House GOP Representatives urge Governor to reconsider policies on hospitals during the COVID-19 crisis

Santa Fe, NM– In recent weeks, reports have arisen that hospitals in New Mexico are reducing the hours and pay of some of their employees. The move is a direct result of the Governor’s order to pause elective surgeries and restrict patient care in order to free up space for COVID-19 patients. The intentions of the executive order are well-intended to curb the spread, and prevent an overburdening of the healthcare system in the state. However, the policy is placing serious financial burdens on rural New Mexico hospitals, leading some to consider or implement fiscal policies that put hospital systems and their employees in financial risk.

“I am concerned that our hospital employees are being overlooked, despite being on the front lines of the crisis,” said Representative Rebecca Dow (R-T or C), “We are in this together and I know that opening the lines of communication will result in common sense solutions that protect and serve the health and well-being of New Mexicans.”

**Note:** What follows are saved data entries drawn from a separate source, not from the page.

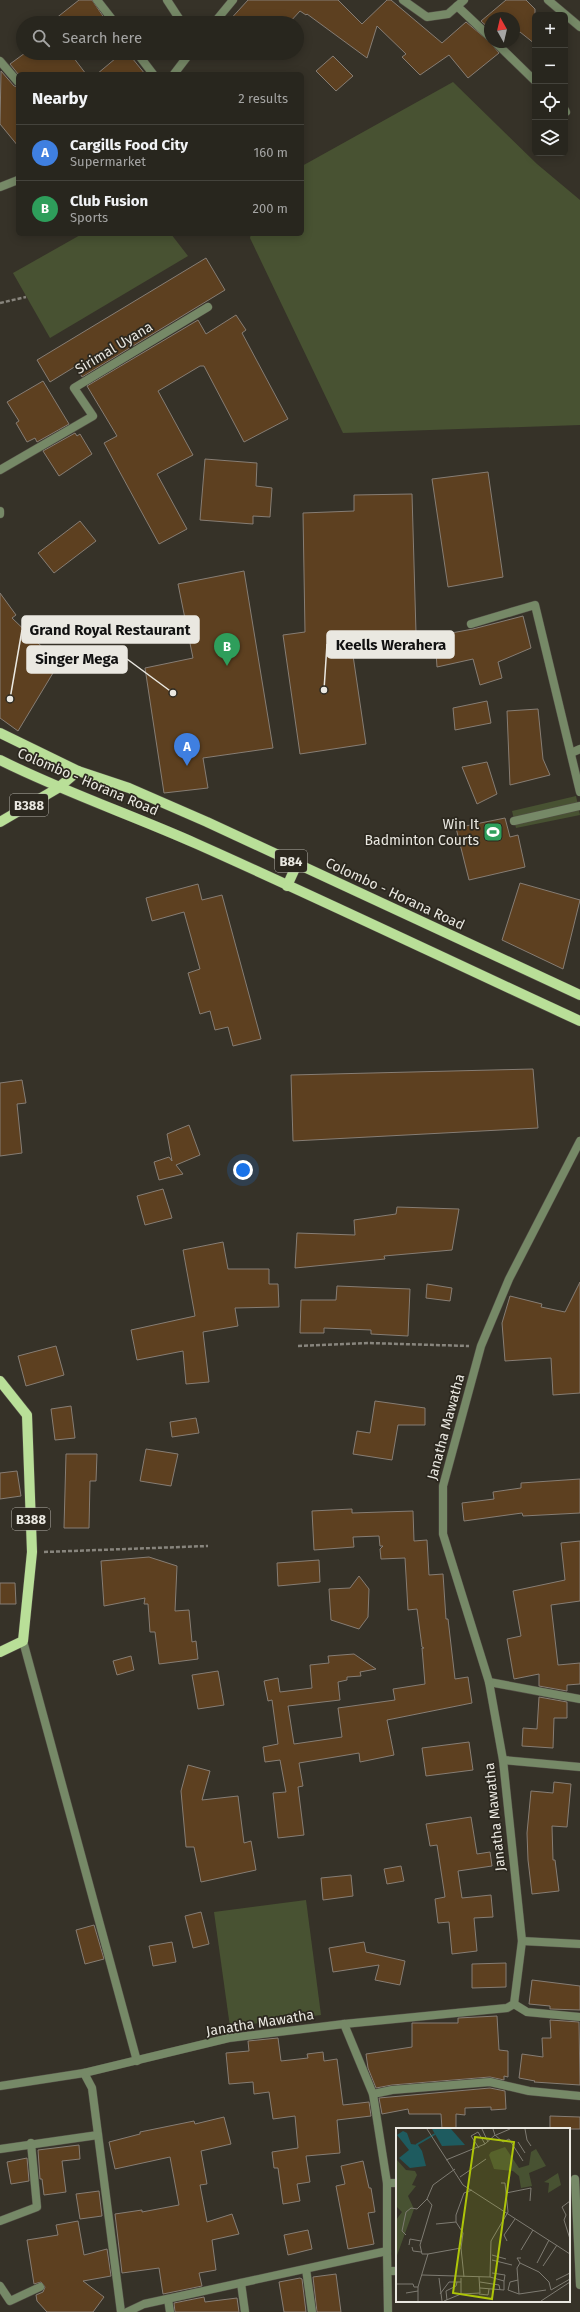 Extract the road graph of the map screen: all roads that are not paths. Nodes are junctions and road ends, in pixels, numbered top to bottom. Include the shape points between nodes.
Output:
1 (98, 0) edge
2 (166, 0) edge
3 (233, 0) edge
4 (403, 0) edge
5 (548, 0) edge
6 (461, 3) edge
7 (110, 16) edge
8 (177, 16) edge
9 (220, 16) edge
10 (580, 26) edge
11 (484, 30) edge
12 (501, 48) edge
13 (142, 60) edge
14 (185, 60) edge
15 (0, 62) edge
16 (151, 72) edge
17 (176, 72) edge
18 (532, 78) edge
19 (16, 80) edge
20 (16, 181) edge
21 (0, 187) edge
22 (208, 307) dead end
23 (0, 470) edge
24 (0, 510) edge
25 (0, 514) edge
26 (471, 624) dead end
27 (0, 733) edge
28 (580, 749) edge
29 (570, 753) junction
30 (0, 760) edge
31 (78, 771) junction
32 (58, 788) junction
33 (580, 792) edge
34 (580, 806) edge
35 (514, 820) dead end
36 (0, 822) edge
37 (297, 864) junction
38 (287, 886) junction
39 (580, 994) edge
40 (580, 1021) edge
41 (580, 1141) edge
42 (0, 1380) edge
43 (23, 1640) junction
44 (0, 1652) edge
45 (489, 1682) junction
46 (580, 1699) edge
47 (502, 1760) junction
48 (580, 1767) edge
49 (522, 1941) junction
50 (580, 1944) edge
51 (514, 2004) junction
52 (580, 2017) edge
53 (344, 2024) junction
54 (137, 2061) junction
55 (84, 2073) junction
56 (0, 2086) edge
57 (373, 2094) junction
58 (580, 2096) edge
59 (98, 2135) junction
60 (31, 2143) junction
61 (0, 2149) edge
62 (575, 2179) edge
63 (387, 2183) junction
64 (396, 2183) edge
65 (0, 2221) edge
66 (387, 2251) junction
67 (306, 2269) junction
68 (388, 2271) junction
69 (396, 2271) edge
70 (241, 2283) junction
71 (580, 2285) edge
72 (0, 2286) edge
73 (40, 2287) dead end
74 (168, 2299) junction
75 (121, 2312) edge
76 (127, 2312) edge
77 (170, 2312) edge
78 (245, 2312) edge
79 (312, 2312) edge
80 (388, 2312) edge

1 - 7 street
2 - 8 street
3 - 9 street
4 - 6 street via 427,18 448,14
5 - 10 street
6 - 11 street
12 - 18 street
13 - 16 street
14 - 17 street
15 - 19 street
20 - 21 street
22 - 23 street, Sirimal Uyana via 74,388 93,416
24 - 25 street
26 - 29 street via 535,605
27 - 31 main road, Colombo - Horana Road / B84
28 - 29 street
29 - 33 street
30 - 32 main road, Colombo - Horana Road / B84
31 - 32 main road
31 - 37 main road, Colombo - Horana Road / B84 via 129,788
32 - 36 main road, B388
32 - 38 main road, Colombo - Horana Road / B84 via 127,814
34 - 35 street
37 - 38 main road
37 - 39 main road, Colombo - Horana Road / B84
38 - 40 main road, Colombo - Horana Road / B84
41 - 45 street, Janatha Mawatha via 509,1279 481,1346 443,1486 443,1534
42 - 43 main road, B388 via 26,1415 32,1552
43 - 44 main road
43 - 54 street
45 - 46 street
45 - 47 street, Janatha Mawatha
47 - 48 street
47 - 49 street, Janatha Mawatha
49 - 50 street
49 - 51 street, Janatha Mawatha
51 - 52 street via 527,2012
51 - 53 street, Janatha Mawatha via 507,2008
53 - 54 street, Janatha Mawatha via 229,2038
53 - 57 street
54 - 55 street, Janatha Mawatha
55 - 56 street, Janatha Mawatha
55 - 59 street via 92,2088
57 - 58 street via 392,2090 490,2082 529,2091
57 - 63 street
59 - 60 street
59 - 75 street
60 - 61 street
60 - 65 street via 36,2207
62 - 71 street
63 - 64 street
63 - 66 street
66 - 67 street
66 - 68 street
67 - 70 street
67 - 79 street
68 - 69 street
68 - 80 street
70 - 74 street
70 - 78 street
72 - 73 street via 10,2301
74 - 76 street via 144,2304
74 - 77 street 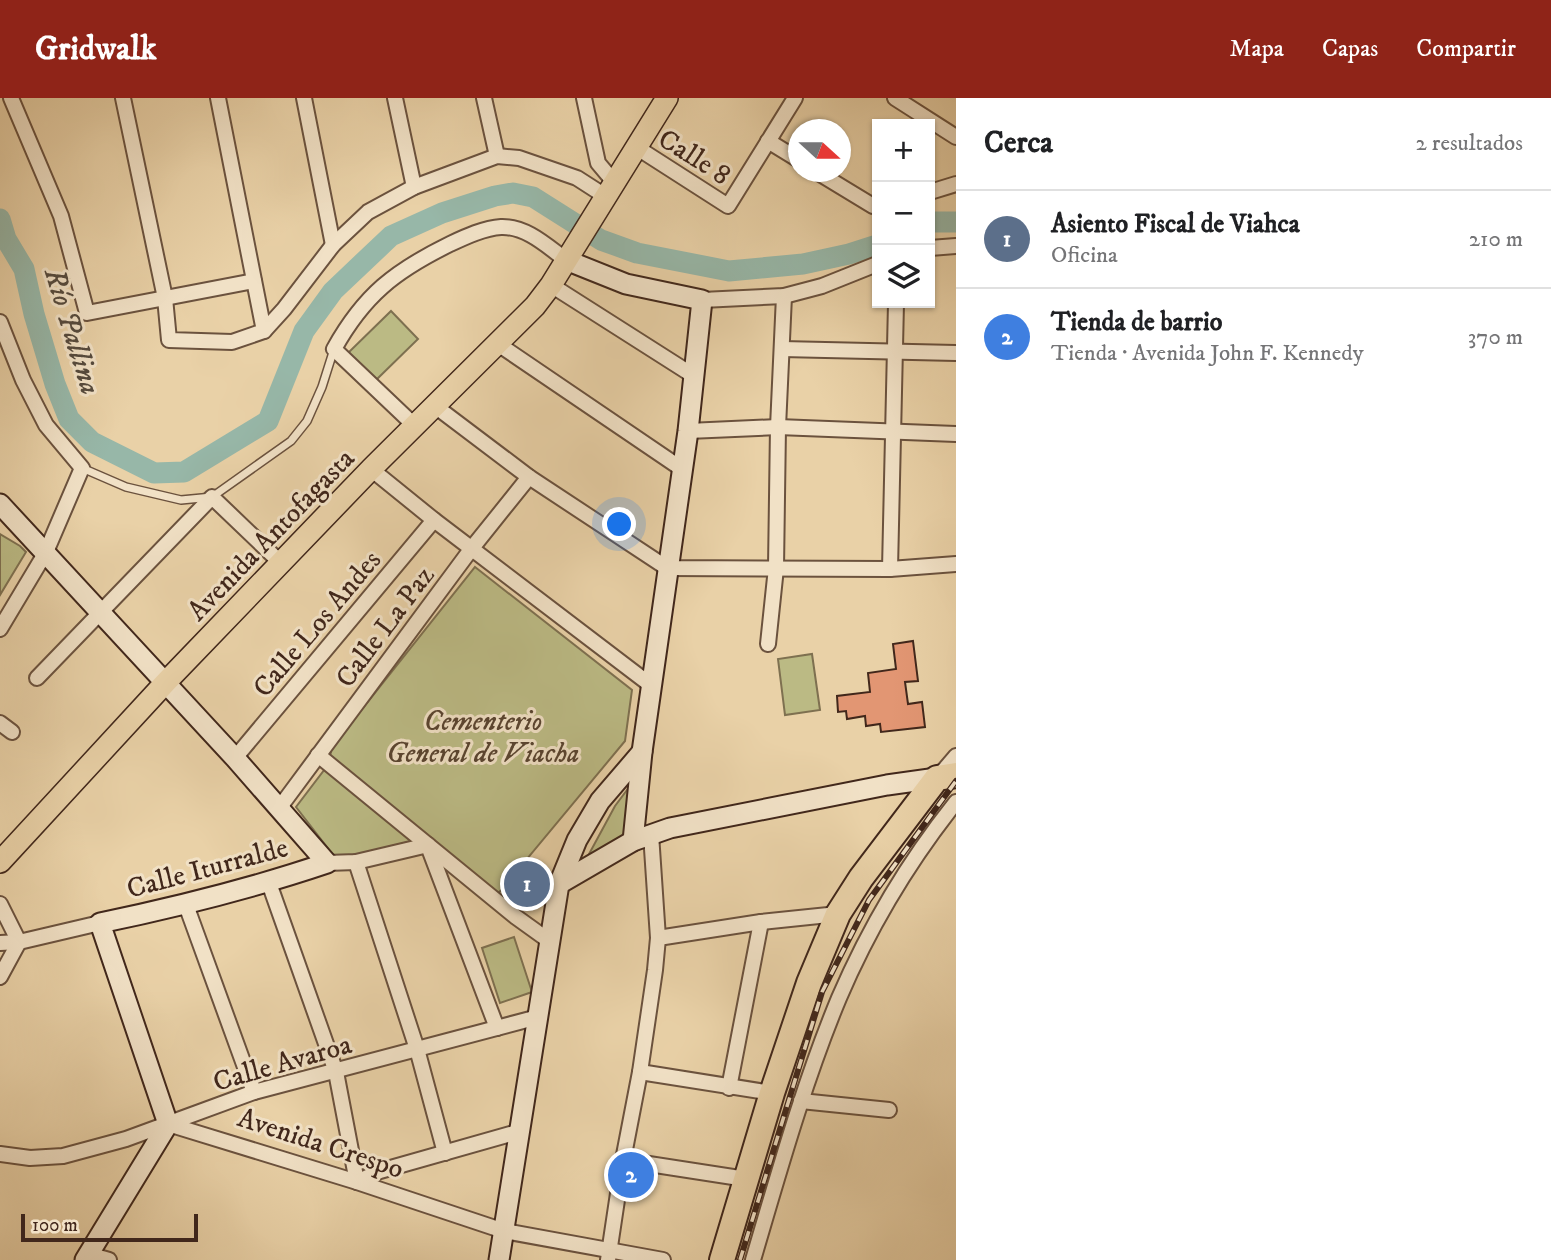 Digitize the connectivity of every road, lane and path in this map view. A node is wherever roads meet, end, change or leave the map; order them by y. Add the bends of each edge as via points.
1 (11, 98) edge
2 (122, 98) edge
3 (218, 98) edge
4 (304, 98) edge
5 (395, 98) edge
6 (484, 98) edge
7 (584, 98) edge
8 (667, 98) edge
9 (795, 98) edge
10 (895, 98) edge
11 (956, 137) edge
12 (768, 141) junction
13 (636, 147) junction
14 (788, 153) edge
15 (497, 156) junction
16 (833, 182) edge
17 (956, 184) edge
18 (414, 187) junction
19 (935, 190) edge
20 (605, 196) junction
21 (872, 205) edge
22 (333, 245) junction
23 (956, 246) edge
24 (935, 248) edge
25 (571, 251) junction
26 (872, 266) edge
27 (254, 281) junction
28 (551, 285) junction
29 (784, 296) junction
30 (165, 298) junction
31 (702, 300) junction
32 (896, 308) edge
33 (0, 322) edge
34 (264, 331) junction
35 (498, 344) junction
36 (334, 349) junction
37 (782, 349) junction
38 (894, 353) junction
39 (956, 353) edge
40 (694, 376) junction
41 (435, 406) junction
42 (415, 426) junction
43 (778, 427) junction
44 (688, 431) junction
45 (892, 432) junction
46 (956, 434) edge
47 (82, 468) junction
48 (372, 469) junction
49 (682, 469) junction
50 (529, 477) junction
51 (212, 497) junction
52 (0, 504) edge
53 (434, 520) junction
54 (472, 548) junction
55 (46, 552) junction
56 (282, 564) junction
57 (956, 564) edge
58 (667, 568) junction
59 (776, 568) junction
60 (890, 569) junction
61 (101, 611) junction
62 (0, 629) edge
63 (768, 644) dead end
64 (37, 677) dead end
65 (166, 682) junction
66 (652, 686) junction
67 (642, 752) junction
68 (318, 755) junction
69 (956, 756) edge
70 (235, 758) junction
71 (946, 777) edge
72 (956, 802) edge
73 (280, 807) junction
74 (642, 837) junction
75 (428, 845) junction
76 (1, 860) edge
77 (356, 862) junction
78 (327, 863) junction
79 (269, 883) junction
80 (559, 884) junction
81 (0, 904) edge
82 (186, 905) junction
83 (838, 914) junction
84 (761, 922) junction
85 (100, 923) junction
86 (658, 938) junction
87 (548, 940) junction
88 (19, 942) junction
89 (0, 943) edge
90 (0, 977) edge
91 (538, 1017) junction
92 (498, 1028) junction
93 (418, 1049) junction
94 (336, 1072) junction
95 (640, 1072) junction
96 (729, 1088) junction
97 (254, 1092) junction
98 (772, 1093) junction
99 (801, 1101) junction
100 (889, 1110) dead end
101 (168, 1124) junction
102 (521, 1131) junction
103 (445, 1153) junction
104 (0, 1154) edge
105 (623, 1160) junction
106 (746, 1179) junction
107 (357, 1182) junction
108 (504, 1231) junction
109 (608, 1255) edge
110 (86, 1257) edge
111 (109, 1260) edge
112 (499, 1260) edge
113 (663, 1260) edge
114 (722, 1260) edge
115 (753, 1260) edge

1 - 30 street via 61,216 87,313
2 - 30 street
3 - 27 street
4 - 22 street
5 - 18 street
6 - 15 street
7 - 20 street
8 - 13 main road, Avenida Antofagasta
9 - 12 street
10 - 11 street
12 - 13 street, Calle 8 via 729,206
12 - 14 street
13 - 20 main road, Avenida Antofagasta
15 - 18 street
15 - 20 street via 577,178
16 - 21 street
17 - 19 street
18 - 22 street via 368,212
20 - 25 main road, Avenida Antofagasta
22 - 34 street
23 - 24 street
25 - 28 main road, Avenida Antofagasta
25 - 31 street via 626,284
25 - 36 street via 502,227 467,236 419,259 379,287
26 - 29 street
27 - 30 street
27 - 34 street
28 - 35 main road, Avenida Antofagasta
28 - 40 street
29 - 31 street
29 - 37 street
30 - 34 street via 169,340 232,342
31 - 40 street
32 - 38 street
33 - 47 street via 46,425
35 - 41 main road, Avenida Antofagasta
35 - 49 street
36 - 42 street
36 - 51 lane via 307,421 291,441
37 - 38 street
37 - 43 street
38 - 39 street
38 - 45 street
40 - 44 street
41 - 42 main road, Avenida Antofagasta
41 - 50 street
42 - 48 main road, Avenida Antofagasta
43 - 44 street
43 - 45 street
43 - 59 street
44 - 49 street
45 - 46 street
45 - 60 street
47 - 51 lane via 126,487 170,497
47 - 55 street
48 - 53 street
48 - 56 main road, Avenida Antofagasta
49 - 58 street
50 - 54 street, Calle La Paz
50 - 58 street
51 - 56 street
51 - 61 street
52 - 55 street
53 - 54 street
53 - 70 street, Calle Los Andes
54 - 66 street
54 - 68 street, Calle La Paz
55 - 61 street
55 - 62 street
56 - 65 main road, Avenida Antofagasta
57 - 60 street
58 - 59 street
58 - 66 street
59 - 60 street
59 - 63 street
61 - 64 street
61 - 65 street
65 - 70 street
65 - 76 main road, Avenida Antofagasta
66 - 67 street
67 - 74 street
67 - 80 street via 600,801
68 - 73 street, Calle La Paz
68 - 75 street
69 - 71 street
70 - 73 street
71 - 74 street
71 - 83 highway via 861,878
72 - 99 street via 929,836 873,927 839,998
73 - 78 street
74 - 80 street
74 - 86 street
75 - 77 street, Calle Iturralde
75 - 87 street
75 - 92 street
77 - 78 street, Calle Iturralde
77 - 93 street
78 - 79 street, Calle Iturralde
79 - 82 street, Calle Iturralde
79 - 94 street
80 - 87 street
81 - 88 street
82 - 85 street, Calle Iturralde
82 - 97 street
83 - 84 street
83 - 98 highway
84 - 86 street
84 - 96 street
85 - 88 street, Calle Iturralde
85 - 101 street
86 - 95 street
87 - 91 street
88 - 89 street, Calle Iturralde
88 - 90 street
91 - 92 street, Calle Avaroa
91 - 102 street
92 - 93 street, Calle Avaroa
93 - 94 street, Calle Avaroa
93 - 103 street
94 - 97 street, Calle Avaroa
94 - 107 street
95 - 96 street
95 - 105 street
96 - 98 street
97 - 101 street, Calle Avaroa
98 - 106 highway
99 - 100 street
99 - 115 street
101 - 104 street, Calle Avaroa via 63,1156
101 - 107 street, Avenida Crespo
101 - 110 street
102 - 103 street
102 - 108 street
103 - 107 street
105 - 106 street
105 - 109 street
106 - 114 highway
107 - 108 street, Avenida Crespo
108 - 109 street, Avenida Crespo
108 - 112 street
109 - 113 street, Avenida Crespo
110 - 111 street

Several House Republicans sent a letter to Governor Lujan Grisham asking for the Department of Health to work closely with rural health providers to develop a plan of action that will allow them to serve their communities while also reducing the spread of COVID-19. This adjustment to the emergency order will allow rural hospitals to provide much needed care that has been delayed. Examples of care that is being delayed includes critical dialysis visits, cancer treatment, and physical therapy. The Republican legislators contend that collaborative efforts between rural hospitals and the Department of Health will produce a working plan that both protects and serves the best interest of New Mexico communities, especially those with already limited resources. 

“The health and safety of New Mexicans is paramount and we must collaboratively work to find solutions that are viable for our communities” said House Republican Leader Jim Townsend, “As we move forward in the crisis it is increasingly clear that a one-size fits all approach does not necessarily work for the vastly different communities in our state.”